Once we’d laid them all out, it was back to the chop saw for the 45-degree cuts. Each piece was hefted to the saw, aligned, clamped to the fence, cut, unclamped, removed, stacked. When working in this way, it’s a dance of sorts. Each sequence repeats, although I’d occasionally forget my next move. Marion was always there with the gentle reminder to get me back in step.
Clamp. Cut. Unclamp. Turn. Clamp. Cut. Stack. Forty-eight braces.
Swing chop saw to opposing 45-degree angle. Repeat above process. Forty-eight braces.
Set blade depth to 2 inches (for the shoulder of the brace). Repeat above process Forty-eight braces.
Rotate saw to opposing 45-degree angle. Repeat above process. Forty-eight braces.
Next step: Use the skill saw to cut multiple kerfs at a depth of 2 inches – the thickness of the brace tenon on each end. Lots of sawdust generation here as the kerf cuts are spaced a quarter to three-eights inches apart, making for about a dozen cuts across the 3 ½ inch-wide tenon.
Marion breaks out the “waste” between kerf cuts and rough chisels to a thickness of slightly more than 2 inches. She then hands each brace to me for the final paring with the slick and plane.
I keep the tenon about 1/32 inch thicker than the required 2 inches to allow for further shrinkage as the wood dries between now and barn raising time.

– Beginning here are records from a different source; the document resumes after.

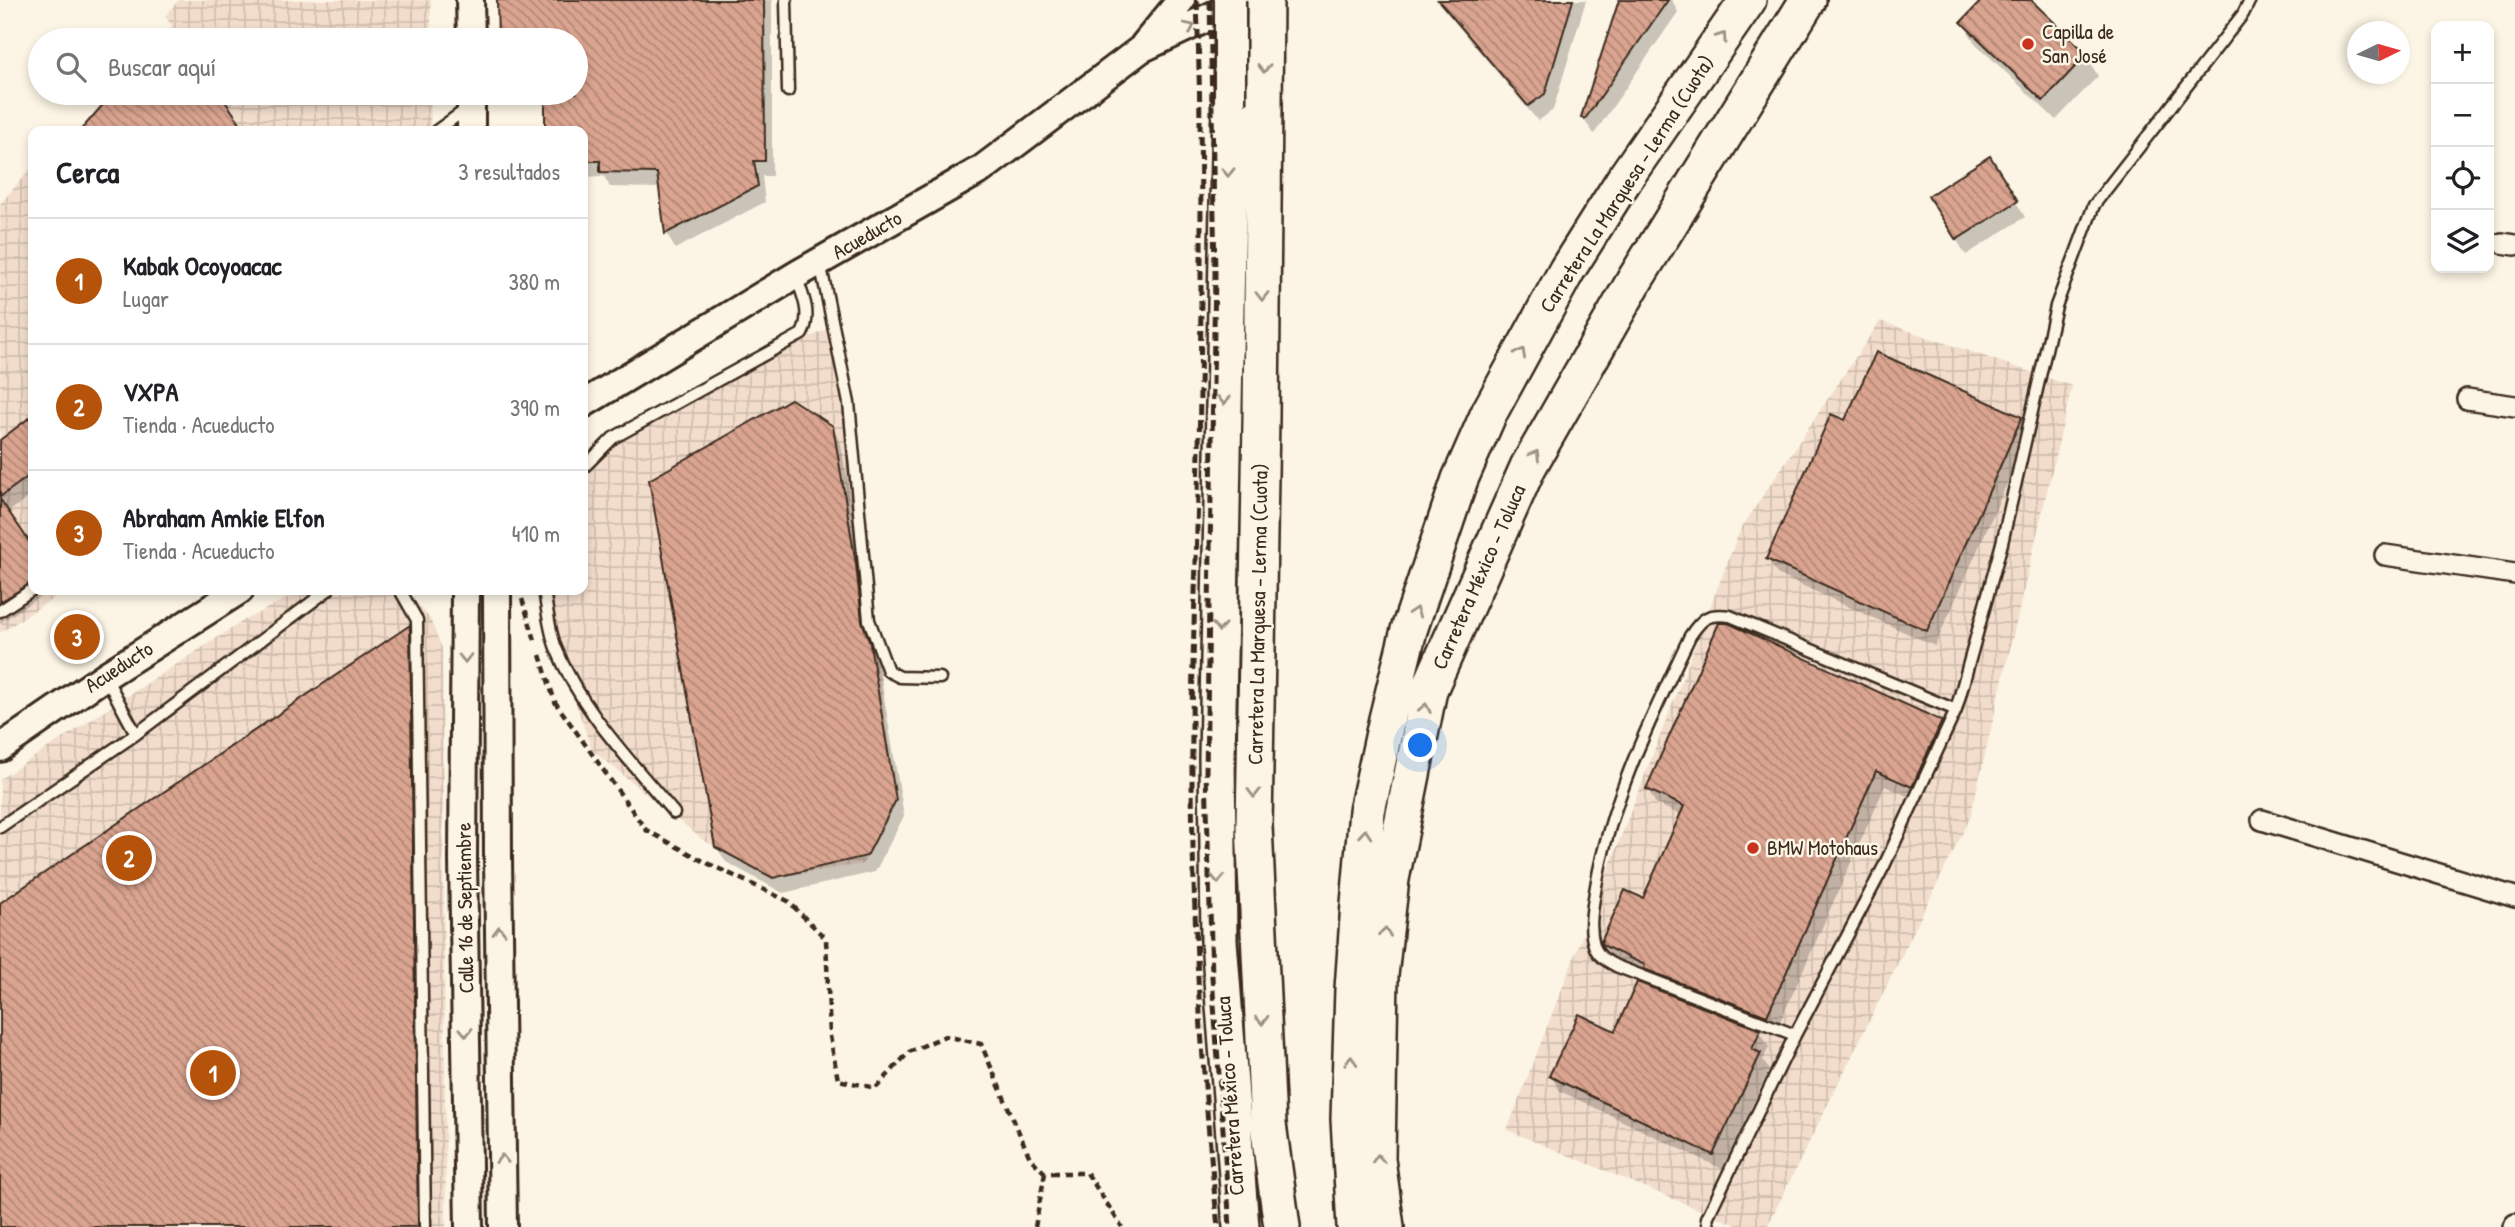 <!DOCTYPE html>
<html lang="es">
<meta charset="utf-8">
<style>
:root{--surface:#fff;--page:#f2f2f2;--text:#202124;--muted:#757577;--line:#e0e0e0;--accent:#b45309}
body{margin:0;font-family:"Patrick Hand",sans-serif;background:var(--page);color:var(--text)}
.controls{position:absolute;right:21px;top:21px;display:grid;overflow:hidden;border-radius:14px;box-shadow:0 4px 10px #0003}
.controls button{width:63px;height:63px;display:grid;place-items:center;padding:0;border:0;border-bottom:2px solid var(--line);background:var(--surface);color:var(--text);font:35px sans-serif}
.compass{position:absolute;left:2347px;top:21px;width:63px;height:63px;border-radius:50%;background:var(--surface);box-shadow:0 4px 10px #0003;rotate:85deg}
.you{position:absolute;left:1421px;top:746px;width:24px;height:24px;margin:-18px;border:5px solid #fff;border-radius:50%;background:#1a73e8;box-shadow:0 0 0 10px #1a73e833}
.badge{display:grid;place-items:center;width:46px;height:46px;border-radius:50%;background:var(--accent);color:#fff;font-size:23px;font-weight:700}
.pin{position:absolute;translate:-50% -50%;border:4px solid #fff;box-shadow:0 2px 7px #0006}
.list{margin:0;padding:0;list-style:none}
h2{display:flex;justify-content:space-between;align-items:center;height:91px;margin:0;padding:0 28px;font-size:30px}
h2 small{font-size:23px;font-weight:400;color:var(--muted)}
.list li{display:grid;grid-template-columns:46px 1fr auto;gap:21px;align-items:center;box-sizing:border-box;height:126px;padding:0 28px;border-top:2px solid var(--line)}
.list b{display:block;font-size:26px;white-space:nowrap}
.list p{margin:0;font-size:23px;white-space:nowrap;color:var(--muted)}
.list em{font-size:23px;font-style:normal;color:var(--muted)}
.icon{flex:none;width:38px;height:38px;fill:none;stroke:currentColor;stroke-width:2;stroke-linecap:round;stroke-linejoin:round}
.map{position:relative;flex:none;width:2515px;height:1227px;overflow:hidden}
.search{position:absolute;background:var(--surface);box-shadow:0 4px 10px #0003;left:28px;top:28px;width:560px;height:77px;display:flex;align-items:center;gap:18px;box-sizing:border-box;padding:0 24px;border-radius:38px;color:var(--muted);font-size:26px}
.panel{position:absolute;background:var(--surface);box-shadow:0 4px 10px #0003;left:28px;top:126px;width:560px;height:469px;border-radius:14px}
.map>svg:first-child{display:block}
.industrial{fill:url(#industrial-grid)}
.shadow{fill:#0003}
.building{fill:url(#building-back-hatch);stroke:#3b2a1e;stroke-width:2}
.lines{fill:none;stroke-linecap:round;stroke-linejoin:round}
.lane-casing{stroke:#3b2a1e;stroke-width:15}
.street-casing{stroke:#3b2a1e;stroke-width:24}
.secondary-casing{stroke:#3b2a1e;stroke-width:32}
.highway-casing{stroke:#3b2a1e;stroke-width:40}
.path{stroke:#3b2a1e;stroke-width:4.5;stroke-dasharray:7 5;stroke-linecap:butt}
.lane{stroke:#fcf5e5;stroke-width:10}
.street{stroke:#fcf5e5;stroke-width:19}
.secondary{stroke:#fcf5e5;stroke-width:26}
.highway{stroke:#fcf5e5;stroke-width:35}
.rail{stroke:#3b2a1e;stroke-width:5;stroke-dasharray:10 5;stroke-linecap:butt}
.primary-bridge-casing{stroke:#3b2a1e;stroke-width:35;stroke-linecap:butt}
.primary-bridge{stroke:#fcf5e5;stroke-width:30}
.oneway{stroke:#9c9082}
.poi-dot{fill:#c8321e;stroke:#fcf5e5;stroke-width:2.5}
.labels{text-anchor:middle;stroke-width:5;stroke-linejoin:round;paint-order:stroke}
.poi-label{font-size:21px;fill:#3b2a1e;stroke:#fcf5e5;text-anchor:start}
.street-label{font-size:21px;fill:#3b2a1e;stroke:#fcf5e5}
</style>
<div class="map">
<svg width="2515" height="1227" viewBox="0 0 2515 1227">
<defs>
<pattern id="industrial-grid" width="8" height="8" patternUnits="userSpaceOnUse" patternTransform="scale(1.75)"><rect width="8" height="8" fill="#f2ddcc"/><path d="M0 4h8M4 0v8" fill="none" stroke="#d0beaf"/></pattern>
<pattern id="building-back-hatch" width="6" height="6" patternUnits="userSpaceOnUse" patternTransform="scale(1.75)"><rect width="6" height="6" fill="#daa490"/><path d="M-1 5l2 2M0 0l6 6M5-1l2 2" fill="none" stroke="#b28675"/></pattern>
</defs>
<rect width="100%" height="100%" fill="#fcf5e5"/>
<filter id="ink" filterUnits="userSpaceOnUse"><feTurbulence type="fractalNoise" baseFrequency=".0143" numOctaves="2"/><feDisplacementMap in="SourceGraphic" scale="14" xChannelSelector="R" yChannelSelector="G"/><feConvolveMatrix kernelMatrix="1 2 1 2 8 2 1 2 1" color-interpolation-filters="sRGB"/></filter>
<g filter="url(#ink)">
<path class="industrial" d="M 179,0 L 431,0 L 431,40 L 160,40 L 172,26 L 165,16 Z
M 113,93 L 431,93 L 430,131 L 80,131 Z
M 33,166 L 33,590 L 66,590 L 0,633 L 0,204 Z
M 1880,321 L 2072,386 L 1970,818 L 1767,1227 L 1741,1227 L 1507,1130 L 1740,530 Z
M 834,326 L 896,800 L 863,864 L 773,878 L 703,840 L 592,750 L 554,642 L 551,590 L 583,590 L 583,477 L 593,458 L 732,373 Z
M 302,590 L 406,590 L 430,619 L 442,648 L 446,1227 L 0,1227 L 0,779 L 243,621 Z"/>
<path class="shadow" d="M 499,0 L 772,0 L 772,176 L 762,176 L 765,202 L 675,249 L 667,234 L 660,188 L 610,187 L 604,176 L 583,177 L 583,131 L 547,131 L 547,93 L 576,93 L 576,40 L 500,40 Z
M 1436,0 L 1586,0 L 1553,110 L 1538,121 Z
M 1620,0 L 1672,0 L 1678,12 L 1594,134 L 1582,117 Z
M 1984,0 L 2028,0 L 2086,55 L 2098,76 L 2056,120 L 1975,43 L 1963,23 Z
M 172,29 L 180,40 L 162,40 Z
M 116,93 L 216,93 L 243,131 L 82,131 Z
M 2016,202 L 2025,217 L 1966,255 L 1939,212 Z
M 33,418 L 33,494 L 7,513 L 33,550 L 33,590 L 56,590 L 38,598 L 0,623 L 0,442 Z
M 2020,419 L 2029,434 L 1935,646 L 1777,574 L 1768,559 L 1846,422 Z
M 832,427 L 841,444 L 864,581 L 870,638 L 878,661 L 904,816 L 875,872 L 783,893 L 726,862 L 716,846 Z
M 409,628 L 421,648 L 428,1227 L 0,1227 L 0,905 Z
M 1941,722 L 1950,738 L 1921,802 L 1885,786 L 1776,1031 L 1613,961 L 1603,943 L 1643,900 L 1681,815 L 1656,804 L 1647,788 Z
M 1760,1031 L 1769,1047 L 1763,1060 L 1769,1070 L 1722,1169 L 1560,1091 L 1551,1076 L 1616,1033 Z"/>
<path class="building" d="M 497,0 L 764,0 L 765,161 L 754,161 L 758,186 L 665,234 L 657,173 L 600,172 L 600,161 L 583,161 L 583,131 L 545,131 L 545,93 L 576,93 L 576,40 L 498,40 Z
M 1438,0 L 1573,0 L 1545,94 L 1528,106 Z
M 1619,0 L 1668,0 L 1585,119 L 1581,117 Z
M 1982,0 L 2031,0 L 2087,54 L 2043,101 L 1961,22 Z
M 113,93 L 219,93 L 246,131 L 80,131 Z
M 1990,156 L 2018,201 L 1956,240 L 1928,196 Z
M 1876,352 L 2022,417 L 1927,631 L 1766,559 L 1831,414 L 1845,420 Z
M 791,399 L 833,426 L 856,564 L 862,621 L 870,644 L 896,800 L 867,856 L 773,878 L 715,847 L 649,480 Z
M 33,415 L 33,473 L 0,497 L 0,440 Z
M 0,499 L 33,547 L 33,582 L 0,602 Z
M 1719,623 L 1728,623 L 1942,721 L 1912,787 L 1876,771 L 1767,1016 L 1644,969 L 1645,965 L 1602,945 L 1601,942 L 1625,890 L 1643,898 L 1684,806 L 1646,789 Z
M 410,625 L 418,1227 L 0,1227 L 0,903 Z
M 1637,982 L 1761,1030 L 1752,1049 L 1761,1053 L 1713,1155 L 1549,1076 L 1579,1014 L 1615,1031 Z"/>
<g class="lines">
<g class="lane-casing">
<path id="lane" d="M 786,0 L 788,91
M 436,131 L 468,108
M 820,262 L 849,403 L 869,620 L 888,671 L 900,677 L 940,678
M 583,468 L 613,438 L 802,334 C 812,314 803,296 796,276
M 400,590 L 417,620 L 425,1226
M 544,590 C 547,608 549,630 556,648 C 581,711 631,761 674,813
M 0,611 L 33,589
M 105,676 L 136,734
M 0,827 L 136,734 L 328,590
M 1795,1035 L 1616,966 C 1607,961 1597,956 1594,945 C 1588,926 1593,905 1596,886 C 1611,798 1652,716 1690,636 C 1702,618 1708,613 1730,616 L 1956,710 L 2002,543 L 2056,306 L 2094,205 L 2243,14 L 2250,0
M 1709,1227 L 1707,1218 L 1795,1035 L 1884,866 L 1956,710"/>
</g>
<g class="street-casing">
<path id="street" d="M 2502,243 L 2515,245
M 2467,399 L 2515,406
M 2385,555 L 2515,574
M 2262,820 L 2515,897
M 2513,1227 L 2515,1224"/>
</g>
<g class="secondary-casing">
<path id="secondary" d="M 470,0 L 471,40
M 1144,45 L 1181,0
M 471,93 L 471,131
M 583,404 L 796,275 L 982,169 L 1141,49 L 1218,13 L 1236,0
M 465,590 L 463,859 L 469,1227
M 497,590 L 498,858 L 503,1227
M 0,748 L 105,676 L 240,590"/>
</g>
<g class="highway-casing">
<path id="highway" d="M 1265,0 L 1261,417 L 1254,826 L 1268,1124 L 1282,1227
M 1230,104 L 1217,758 L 1219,941 L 1241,1227
M 1355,1227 L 1349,1119 L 1353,989 L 1359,904 L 1367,811 L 1387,719 L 1409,630 L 1460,479 L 1489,413 L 1567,270 L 1625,178 L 1748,0
M 1386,1227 L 1377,1159 L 1380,975 L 1391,879 L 1429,690 L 1528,467 L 1636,278 L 1808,0"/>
</g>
<path class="path" d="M 522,599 L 535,640
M 540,655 L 555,702 L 646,830 L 709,864 L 788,901 L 826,939 L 830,1036 L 838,1080 L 876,1088 L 909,1052 L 945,1036 L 981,1044 L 1030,1158 L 1045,1173 L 1087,1173 L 1122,1227
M 1035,1227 L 1045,1173"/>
<use href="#lane" class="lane"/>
<use href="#street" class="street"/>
<use href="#secondary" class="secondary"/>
<use href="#highway" class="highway"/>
<path class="rail" d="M 1197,0 C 1202,150 1202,300 1199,450 C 1197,559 1191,668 1192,777 C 1193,928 1202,1078 1218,1227
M 1210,0 L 1215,274 L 1206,772 L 1212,977 L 1230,1227"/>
<g class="primary-bridge-casing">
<path id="primary-bridge" d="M 1230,104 L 1230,0"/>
</g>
<use href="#primary-bridge" class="primary-bridge"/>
</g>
<defs><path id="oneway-chevron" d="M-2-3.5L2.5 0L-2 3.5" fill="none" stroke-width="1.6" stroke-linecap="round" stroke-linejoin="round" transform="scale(1.75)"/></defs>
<g class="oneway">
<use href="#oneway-chevron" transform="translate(1190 27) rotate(-26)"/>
<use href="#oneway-chevron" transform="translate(1722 37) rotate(-55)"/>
<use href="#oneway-chevron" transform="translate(1264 68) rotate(91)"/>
<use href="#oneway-chevron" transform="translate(1228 172) rotate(91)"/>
<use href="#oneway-chevron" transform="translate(1262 296) rotate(90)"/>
<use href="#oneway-chevron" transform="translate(1521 353) rotate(-61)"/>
<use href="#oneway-chevron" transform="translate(1224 400) rotate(91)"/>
<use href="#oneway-chevron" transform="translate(1535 455) rotate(-60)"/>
<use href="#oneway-chevron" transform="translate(1415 612) rotate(-72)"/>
<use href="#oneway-chevron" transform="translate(1219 627) rotate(91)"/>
<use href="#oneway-chevron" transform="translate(465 658) rotate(90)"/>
<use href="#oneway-chevron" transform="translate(1425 708) rotate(-79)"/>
<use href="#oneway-chevron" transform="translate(1254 793) rotate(91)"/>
<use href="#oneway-chevron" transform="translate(1365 834) rotate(-85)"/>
<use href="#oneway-chevron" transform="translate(1218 879) rotate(89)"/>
<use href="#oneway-chevron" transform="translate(499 931) rotate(-91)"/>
<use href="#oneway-chevron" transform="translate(1385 932) rotate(-83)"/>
<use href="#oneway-chevron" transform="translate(1262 1020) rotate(87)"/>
<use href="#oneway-chevron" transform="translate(466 1032) rotate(89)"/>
<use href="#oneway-chevron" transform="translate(1351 1061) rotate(-88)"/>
<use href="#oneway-chevron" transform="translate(502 1159) rotate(-91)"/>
<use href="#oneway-chevron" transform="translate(1378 1159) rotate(-93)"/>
</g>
</g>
<g class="poi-dot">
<circle cx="2028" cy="44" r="7"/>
<circle cx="1753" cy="848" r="7"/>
</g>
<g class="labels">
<g class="poi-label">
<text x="2042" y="39">Capilla de<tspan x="2042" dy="24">San José</tspan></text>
<text x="1767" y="855">BMW Motohaus</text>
</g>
<g class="street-label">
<text transform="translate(1627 184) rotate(-57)" y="7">Carretera La Marquesa - Lerma (Cuota)</text>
<text transform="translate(867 235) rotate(-30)" y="7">Acueducto</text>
<text transform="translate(1479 577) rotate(-66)" y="7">Carretera México - Toluca</text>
<text transform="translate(1258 614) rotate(-89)" y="7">Carretera La Marquesa - Lerma (Cuota)</text>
<text transform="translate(119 667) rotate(-33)" y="7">Acueducto</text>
<text transform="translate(465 908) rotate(-91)" y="7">Calle 16 de Septiembre</text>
<text transform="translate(1230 1096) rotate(-94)" y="7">Carretera México - Toluca</text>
</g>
</g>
</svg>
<div class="controls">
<button>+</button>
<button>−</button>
<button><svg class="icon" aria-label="locate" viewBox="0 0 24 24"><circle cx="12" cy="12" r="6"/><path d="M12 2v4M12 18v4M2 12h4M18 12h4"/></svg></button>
<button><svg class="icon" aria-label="layers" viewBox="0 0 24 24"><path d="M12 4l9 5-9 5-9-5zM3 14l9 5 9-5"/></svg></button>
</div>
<svg class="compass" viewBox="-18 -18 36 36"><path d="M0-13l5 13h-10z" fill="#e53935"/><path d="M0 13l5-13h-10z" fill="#757577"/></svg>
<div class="you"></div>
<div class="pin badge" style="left:213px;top:1073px">1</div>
<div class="pin badge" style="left:129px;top:858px">2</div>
<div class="pin badge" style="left:77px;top:637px">3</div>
<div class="search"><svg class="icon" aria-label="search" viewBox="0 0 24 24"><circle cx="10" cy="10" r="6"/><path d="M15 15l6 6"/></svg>Buscar aquí</div>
<section class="panel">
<h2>Cerca<small>3 resultados</small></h2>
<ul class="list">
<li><span class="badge">1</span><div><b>Kabak Ocoyoacac</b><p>Lugar</p></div><em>380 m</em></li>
<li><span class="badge">2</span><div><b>VXPA</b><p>Tienda · Acueducto</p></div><em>390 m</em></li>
<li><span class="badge">3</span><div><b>Abraham Amkie Elfon</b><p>Tienda · Acueducto</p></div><em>410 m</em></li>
</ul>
</section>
</div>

If it’s still a bit thick when we put it all together, I’ll give it a few licks with the block plane for the perfect fit.
Once complete, Marion takes each brace back outside and applies a coat of a waxy end grain sealer. (Timbers release water much more rapidly at their ends and a sealer is necessary to keep the newly cut tenons from drying too quickly and splitting.)
One more lift gets them back on the stickered stacks where they’ll remain covered until barn raising time.
The whole process of building the braces took place over several days. We began with about a foot of snowpack still on the ground. Our footing became soft and mucky as 60 degree weather quickly melted the white stuff away. Mud season is now in full swing (somewhat later than usual this year). With the snow and ice gone from the piles of large timbers we’ll start on roof trusses next.